Michael Gannon – he of “my name belongs in the headline” fame – has proved my point from earlier in the week about how this writing lark looks easier than it is.
He is one of those guys who does one major opinion piece a week, yet it always reads like something he cobbled together the night before in between his last bathroom visit and going to his bed.
“The bizarre state of affairs Celtic and Rangers are in just now” is the headline of his latest one, and if you think that clunks like a Ford Cortina whose engine block is ready to go the article itself manages to be worse.
It runs to 570 words, and it reads an awful lot like a Theresa May speech; zero intelligence, no insight whatsoever and infused with the strong whiff of denial.
Our “bizarre state” comes down to Neil Lennon doing the job on an interim basis.
Guess what?
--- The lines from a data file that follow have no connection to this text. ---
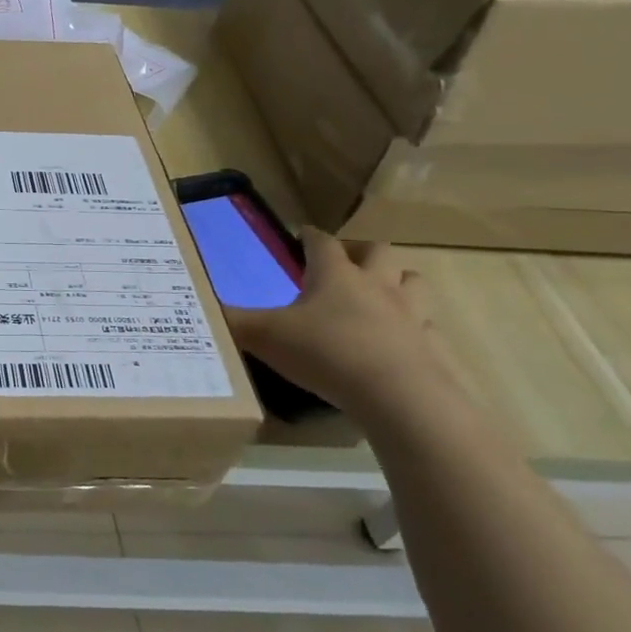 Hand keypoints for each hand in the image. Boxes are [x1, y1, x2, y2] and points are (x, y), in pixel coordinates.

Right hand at [223, 229, 455, 415]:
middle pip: (378, 252)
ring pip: (413, 281)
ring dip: (397, 281)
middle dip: (360, 252)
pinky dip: (414, 328)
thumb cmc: (326, 353)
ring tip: (379, 294)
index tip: (301, 233)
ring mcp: (410, 315)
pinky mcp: (431, 347)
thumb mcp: (265, 337)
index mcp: (335, 276)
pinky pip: (427, 327)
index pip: (322, 242)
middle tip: (343, 263)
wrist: (399, 397)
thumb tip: (199, 307)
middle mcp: (376, 286)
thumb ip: (233, 321)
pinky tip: (398, 342)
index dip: (310, 236) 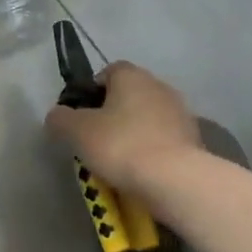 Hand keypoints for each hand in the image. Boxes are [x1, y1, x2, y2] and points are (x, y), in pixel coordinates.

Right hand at [45, 61, 201, 192]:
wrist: (175, 179)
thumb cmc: (120, 145)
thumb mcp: (76, 131)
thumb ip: (60, 118)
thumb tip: (57, 116)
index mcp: (131, 76)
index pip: (108, 72)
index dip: (91, 92)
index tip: (82, 117)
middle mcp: (159, 86)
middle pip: (129, 95)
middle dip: (113, 113)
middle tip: (96, 139)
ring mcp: (181, 112)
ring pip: (147, 118)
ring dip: (134, 132)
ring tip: (119, 160)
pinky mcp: (194, 139)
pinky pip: (164, 139)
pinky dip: (152, 149)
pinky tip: (142, 170) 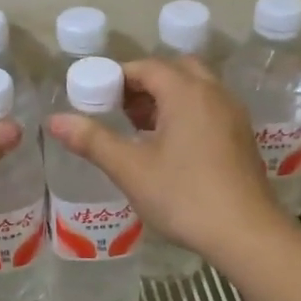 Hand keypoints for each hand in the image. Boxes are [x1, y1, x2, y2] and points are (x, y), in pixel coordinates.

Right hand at [46, 56, 286, 260]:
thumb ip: (92, 140)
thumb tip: (54, 120)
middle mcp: (214, 93)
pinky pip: (209, 109)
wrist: (245, 233)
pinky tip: (170, 148)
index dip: (118, 77)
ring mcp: (233, 115)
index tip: (96, 97)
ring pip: (195, 90)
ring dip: (167, 99)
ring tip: (139, 130)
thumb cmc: (184, 196)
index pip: (147, 67)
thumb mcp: (130, 169)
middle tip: (119, 110)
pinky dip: (186, 114)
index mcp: (186, 92)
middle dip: (144, 85)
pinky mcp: (242, 137)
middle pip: (175, 71) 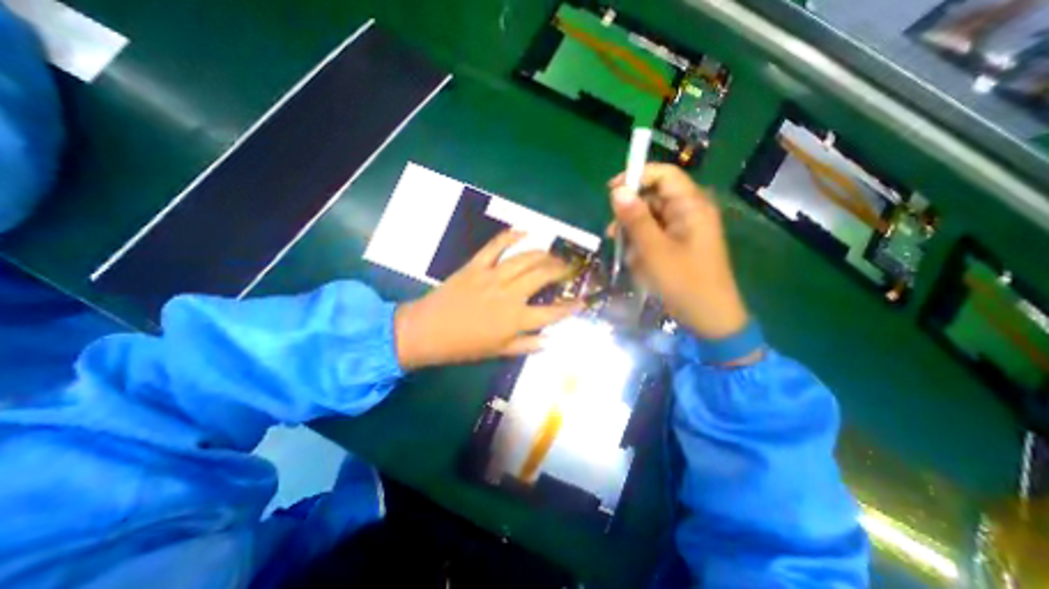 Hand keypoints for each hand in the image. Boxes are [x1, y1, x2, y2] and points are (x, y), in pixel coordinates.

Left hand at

We’re not the first club to need to replace a manager before a season ends, and who have made a temporary appointment.
Lennon might well get us through the remainder of the campaign by securing a league title and a Scottish Cup – to complete 3Treble – but our club thinks a little further ahead than that, and so yes, it’s entirely possible that Neil will be thanked for that and allowed to go on his way. There is nothing whatsoever that is “bizarre” about it.
The article mentions Murty; “A year ago Graeme Murty won six on the spin and the talk was about him landing the gig on a permanent basis if he beat Celtic at Ibrox,” Gannon writes. At no point does he suggest that Murty’s appointment was “bizarre” only that it didn’t work out terribly well.
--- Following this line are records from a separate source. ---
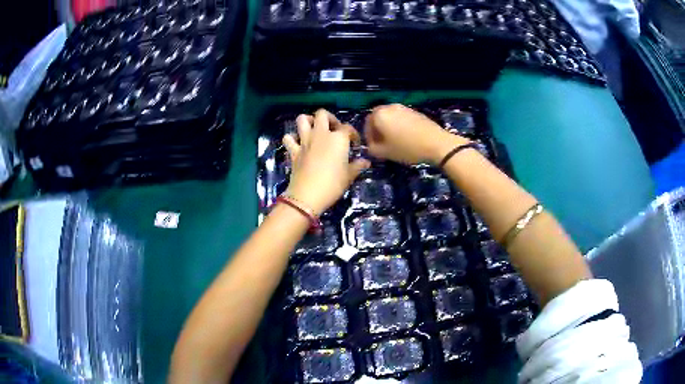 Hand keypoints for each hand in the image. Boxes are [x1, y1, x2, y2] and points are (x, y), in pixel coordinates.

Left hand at [282, 110, 369, 215]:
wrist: (308, 195)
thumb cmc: (333, 184)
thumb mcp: (349, 176)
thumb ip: (357, 166)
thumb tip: (366, 162)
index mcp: (338, 139)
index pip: (347, 128)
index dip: (353, 134)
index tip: (355, 144)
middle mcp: (321, 134)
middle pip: (322, 114)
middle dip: (329, 118)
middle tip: (333, 129)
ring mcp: (305, 141)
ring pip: (302, 119)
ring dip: (308, 121)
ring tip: (313, 129)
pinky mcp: (293, 151)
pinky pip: (288, 138)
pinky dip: (291, 138)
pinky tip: (296, 143)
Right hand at [364, 104, 469, 164]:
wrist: (436, 143)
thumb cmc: (407, 148)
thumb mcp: (384, 153)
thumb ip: (372, 149)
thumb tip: (371, 146)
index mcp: (379, 115)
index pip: (367, 124)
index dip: (368, 137)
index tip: (373, 147)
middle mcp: (389, 107)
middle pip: (378, 118)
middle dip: (378, 130)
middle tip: (382, 144)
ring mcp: (403, 108)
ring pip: (390, 117)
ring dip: (389, 128)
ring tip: (395, 141)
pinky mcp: (415, 111)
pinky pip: (401, 118)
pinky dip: (399, 126)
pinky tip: (406, 137) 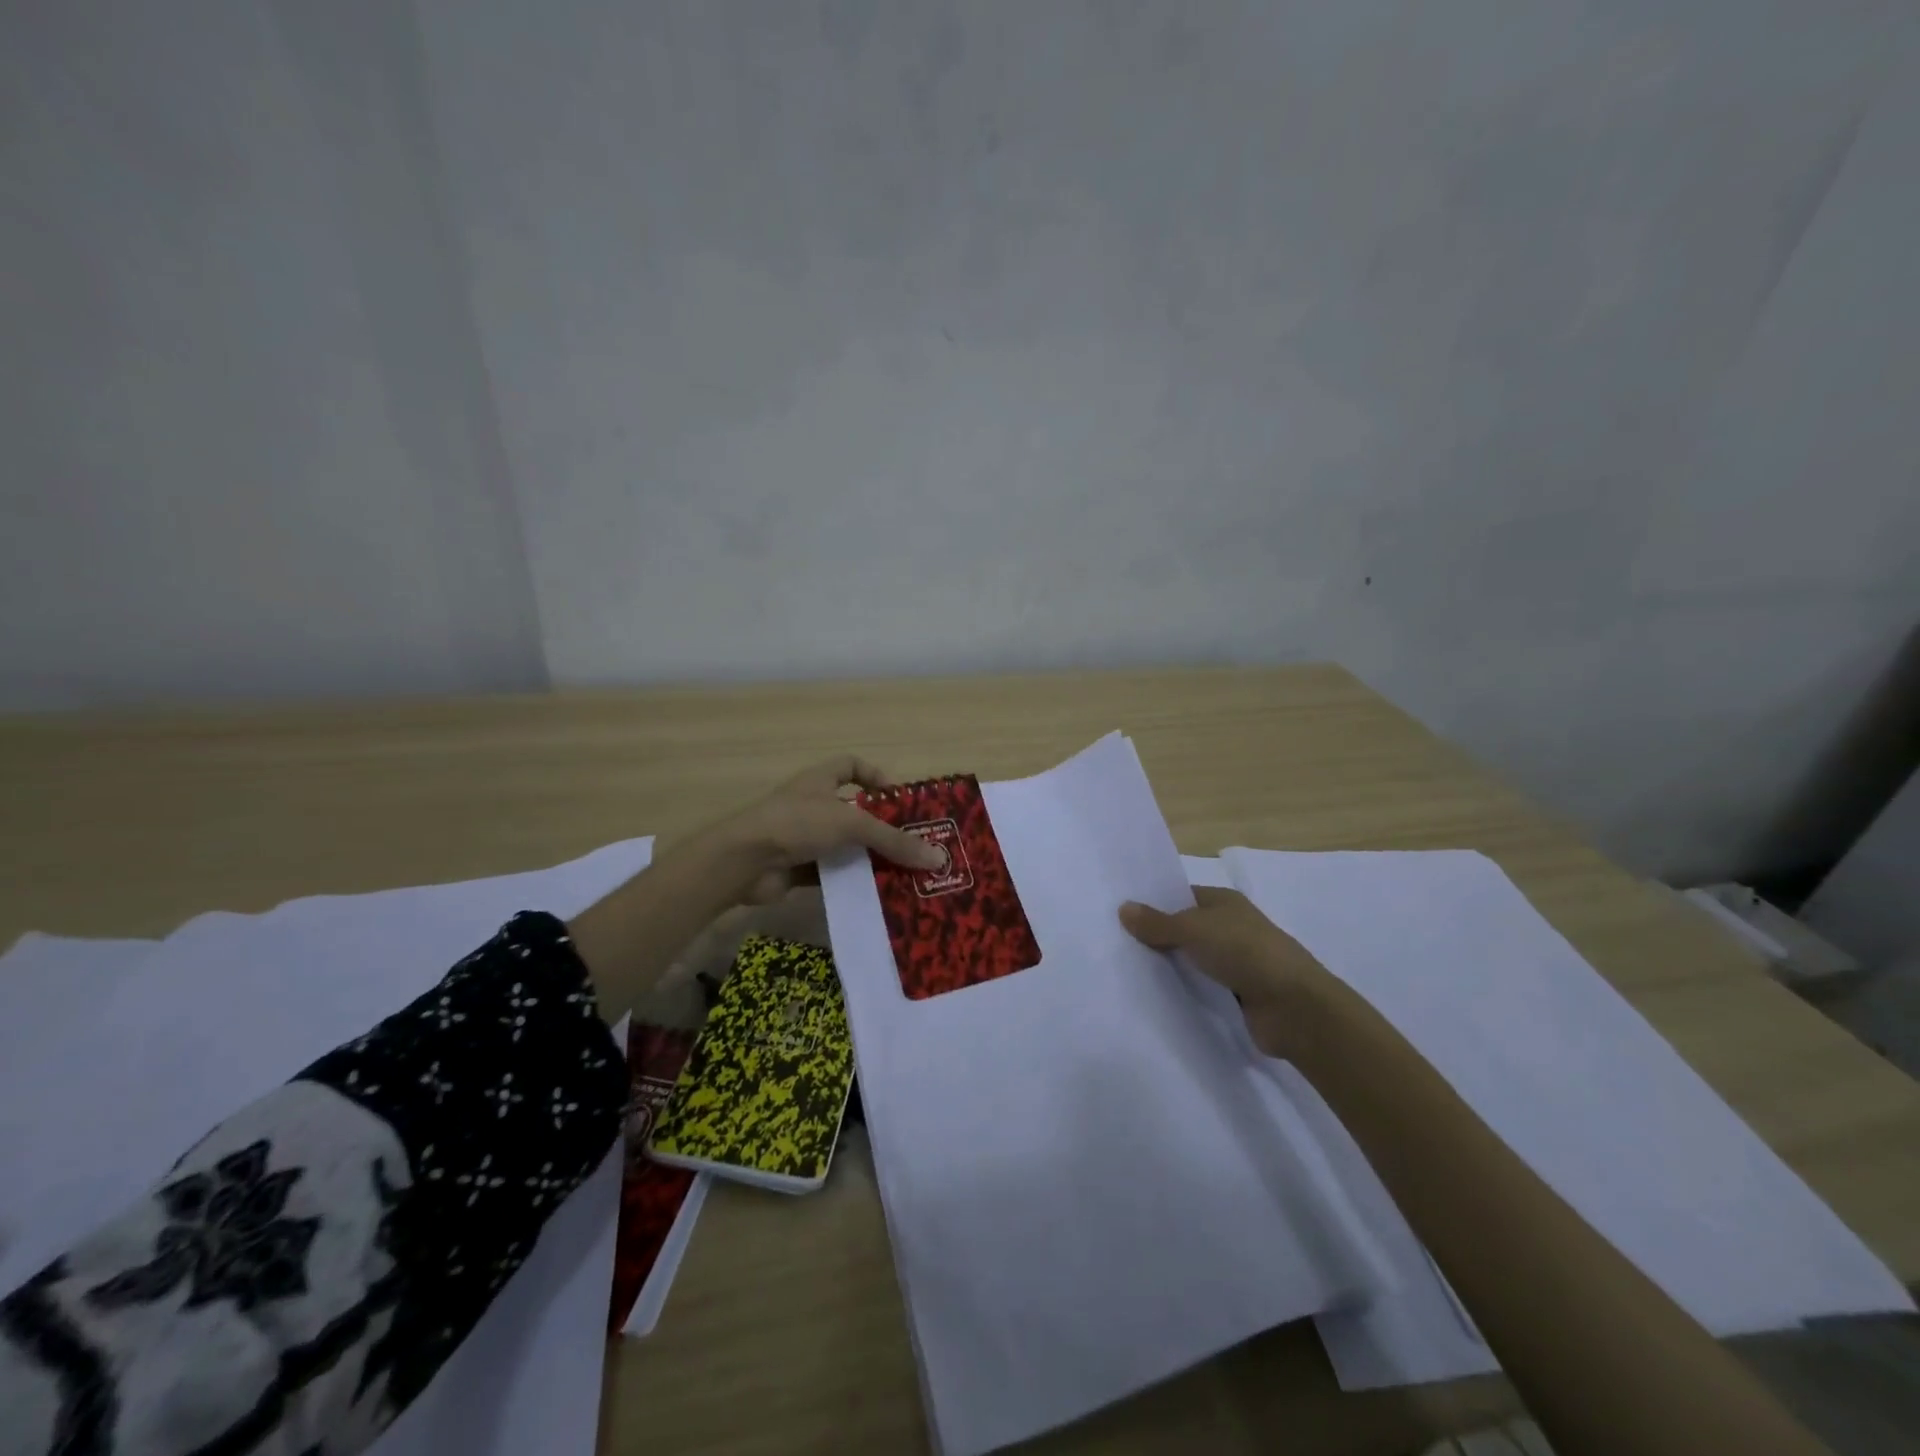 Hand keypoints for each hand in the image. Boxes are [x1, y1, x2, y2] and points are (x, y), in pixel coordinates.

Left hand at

At least he’s not making the mistake of trying compare the hapless Ibrox youth coach’s position with the one Lennon is in.
Even he isn’t that thick.
But his bite-sized segment on Gerrard does something I’ve seen a lot of mainstream journalists do; it draws attention to the stats and then tries to gloss over them.
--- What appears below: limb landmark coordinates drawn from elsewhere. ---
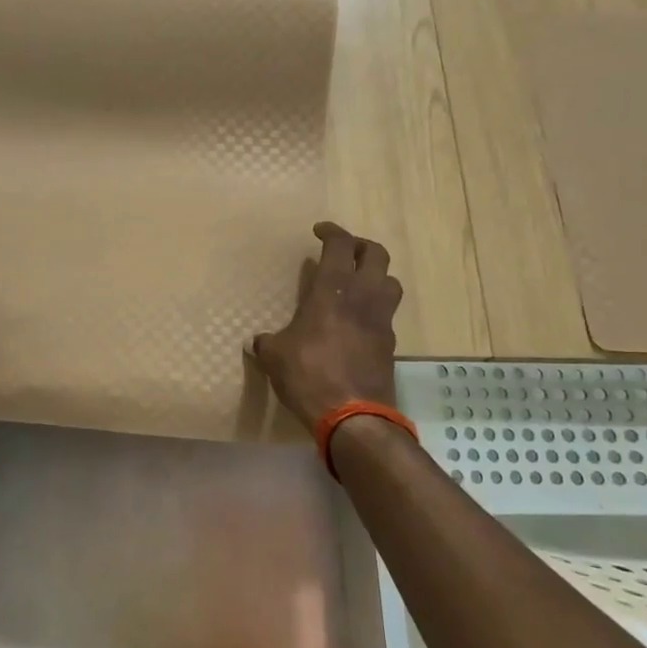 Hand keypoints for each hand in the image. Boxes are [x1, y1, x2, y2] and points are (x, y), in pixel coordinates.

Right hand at [250, 222, 401, 430]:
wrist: (352, 416)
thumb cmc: (309, 375)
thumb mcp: (275, 356)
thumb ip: (266, 342)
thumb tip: (255, 342)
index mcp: (332, 290)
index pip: (340, 245)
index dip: (332, 231)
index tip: (320, 231)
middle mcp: (363, 297)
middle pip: (377, 254)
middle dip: (361, 246)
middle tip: (344, 251)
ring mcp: (381, 320)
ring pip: (391, 282)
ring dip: (376, 276)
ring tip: (357, 284)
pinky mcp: (390, 344)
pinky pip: (387, 314)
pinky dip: (375, 309)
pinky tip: (357, 322) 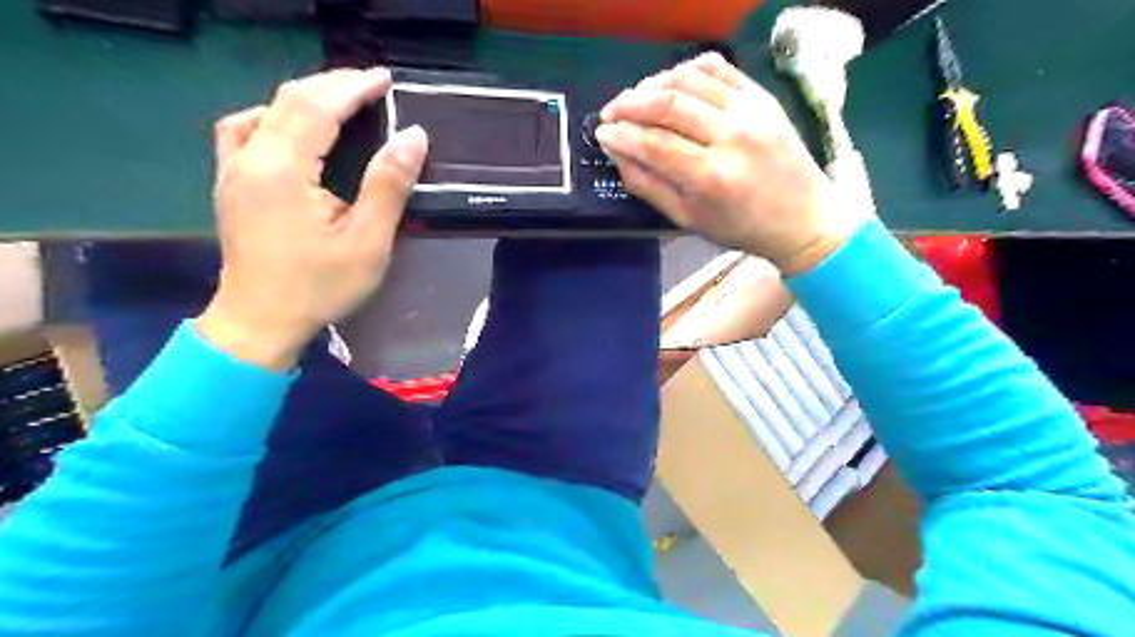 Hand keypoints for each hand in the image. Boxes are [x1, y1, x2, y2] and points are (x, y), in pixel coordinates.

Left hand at [197, 68, 426, 370]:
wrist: (260, 322)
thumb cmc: (319, 286)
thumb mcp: (367, 241)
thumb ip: (388, 185)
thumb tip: (413, 136)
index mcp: (283, 169)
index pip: (317, 107)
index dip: (353, 87)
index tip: (386, 79)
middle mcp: (250, 158)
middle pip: (288, 100)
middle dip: (332, 84)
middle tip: (372, 85)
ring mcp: (233, 169)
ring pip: (265, 110)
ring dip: (304, 96)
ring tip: (339, 100)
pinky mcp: (230, 183)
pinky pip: (245, 129)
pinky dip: (274, 115)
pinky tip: (291, 128)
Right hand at [597, 53, 865, 275]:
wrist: (803, 218)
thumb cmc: (740, 228)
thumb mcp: (687, 219)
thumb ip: (648, 186)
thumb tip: (617, 153)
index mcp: (711, 177)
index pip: (653, 143)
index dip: (621, 134)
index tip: (601, 132)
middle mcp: (732, 137)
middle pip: (667, 104)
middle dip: (629, 103)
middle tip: (610, 112)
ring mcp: (751, 111)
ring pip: (689, 78)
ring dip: (654, 83)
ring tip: (637, 98)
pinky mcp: (763, 97)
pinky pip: (718, 68)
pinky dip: (687, 70)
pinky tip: (672, 84)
His assertion that things are “bizarre” at Ibrox seems to be built around the idea that Gerrard is under pressure.
To be honest, I find it more bizarre that he isn’t.
“Gerrard believers will say their European run proved there has been progress – although the domestic stats say otherwise,” Gannon says, in the latest example – following on from Jackson, Jack, English and a host of others – of our media trying to find what Jim Steinman called “a ruby in a mountain of rocks.”
But there’s none to be found, as hard as they might try.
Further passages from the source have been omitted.